The output is as follows:

1
1 2
1 2
1 2
1 2

2
1 2
1 2
1 2
1 2

3
2 1
2 1
2 1
2 1

4
2 1
2 1
2 1
2 1

5
2 1
2 1
2 1
2 1

I think you may be mixing C# with C++ in how assignment is handled.

example[,] exampleAry = InitializeArray<example>(DIMENSIONS, DIMENSIONS);

Here, you are creating a new array and assigning each value a unique ‘example’

         example template = new example ();
         template.initialize_order ();
 
         for (yCounter = 0; yCounter < DIMENSIONS; yCounter++)
         {
             for (xCounter = 0; xCounter < DIMENSIONS; xCounter++)
             {
                 exampleAry[yCounter, xCounter] = template;
             }
         }

Here, you are creating a single example instance, then going through each element of exampleAry and replacing the reference to your original example references you created in InitializeArray, with the example reference you created and assigned to ‘template’. The end result is that each and every element of exampleAry points to the exact same example instance, the one you called ‘template’. Any changes you make to a single element in exampleAry is going to appear to change all elements, as every position in the array points to the exact same example instance.
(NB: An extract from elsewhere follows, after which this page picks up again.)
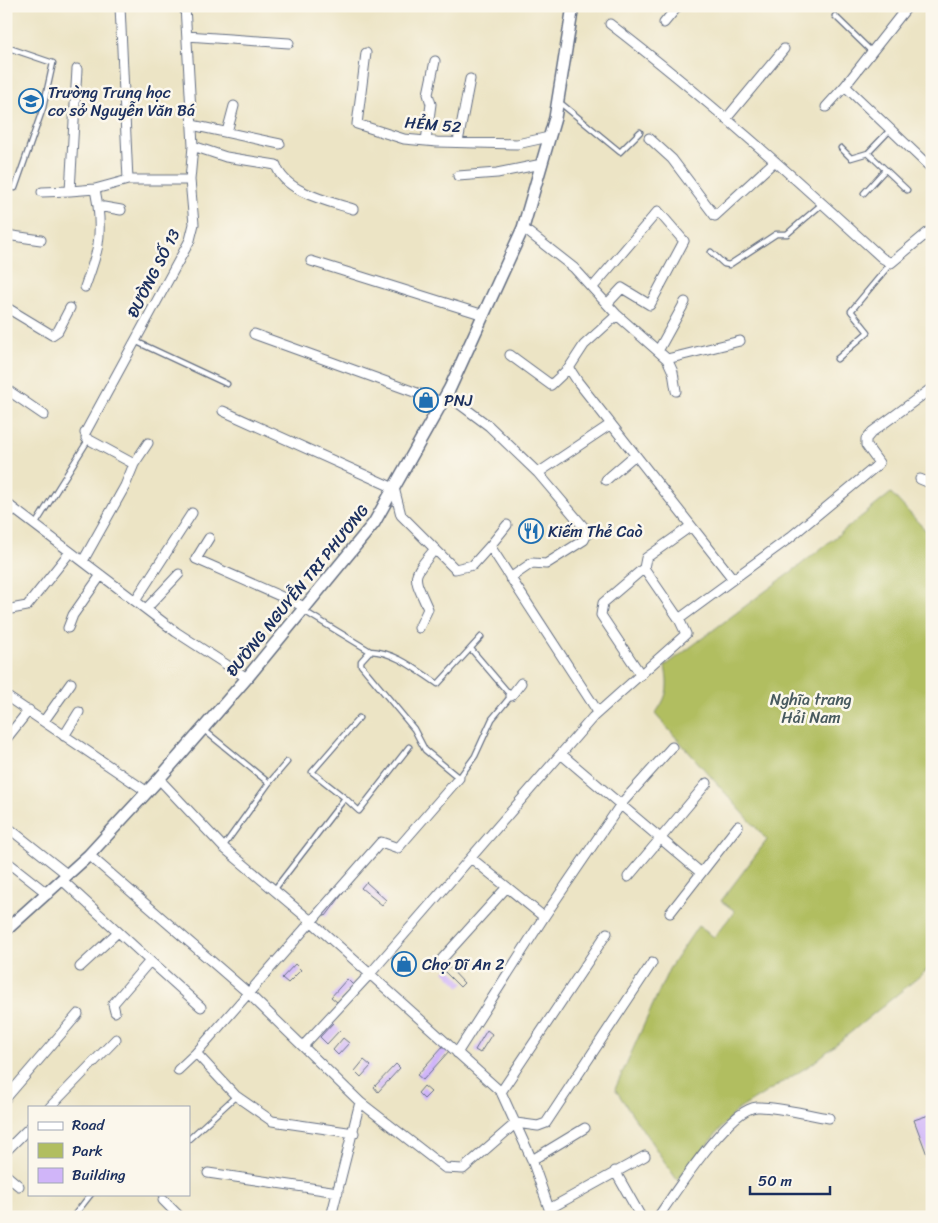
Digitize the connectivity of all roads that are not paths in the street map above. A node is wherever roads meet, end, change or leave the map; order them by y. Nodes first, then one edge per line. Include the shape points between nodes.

I am guessing that you intended to copy the value of template to each element of the array, instead of replace the instance altogether, which is pretty much what would happen in C/C++, in which case:

          for (yCounter = 0; yCounter < DIMENSIONS; yCounter++)
          {
              for (xCounter = 0; xCounter < DIMENSIONS; xCounter++)
              {
                  example template = new example ();
                  template.initialize_order ();
                  exampleAry[yCounter, xCounter] = template;
              }
          }

Should work, though keep in mind that your InitializeArray function is now creating a bunch of redundant ‘example’ instances that wont ever do anything except get garbage collected.

Alternatively, try turning your ‘example’ class into a struct, which is a value type that will behave similarly to how C/C++ would handle assignment. I don’t know how that will work with your generic function ‘InitializeArray’ though.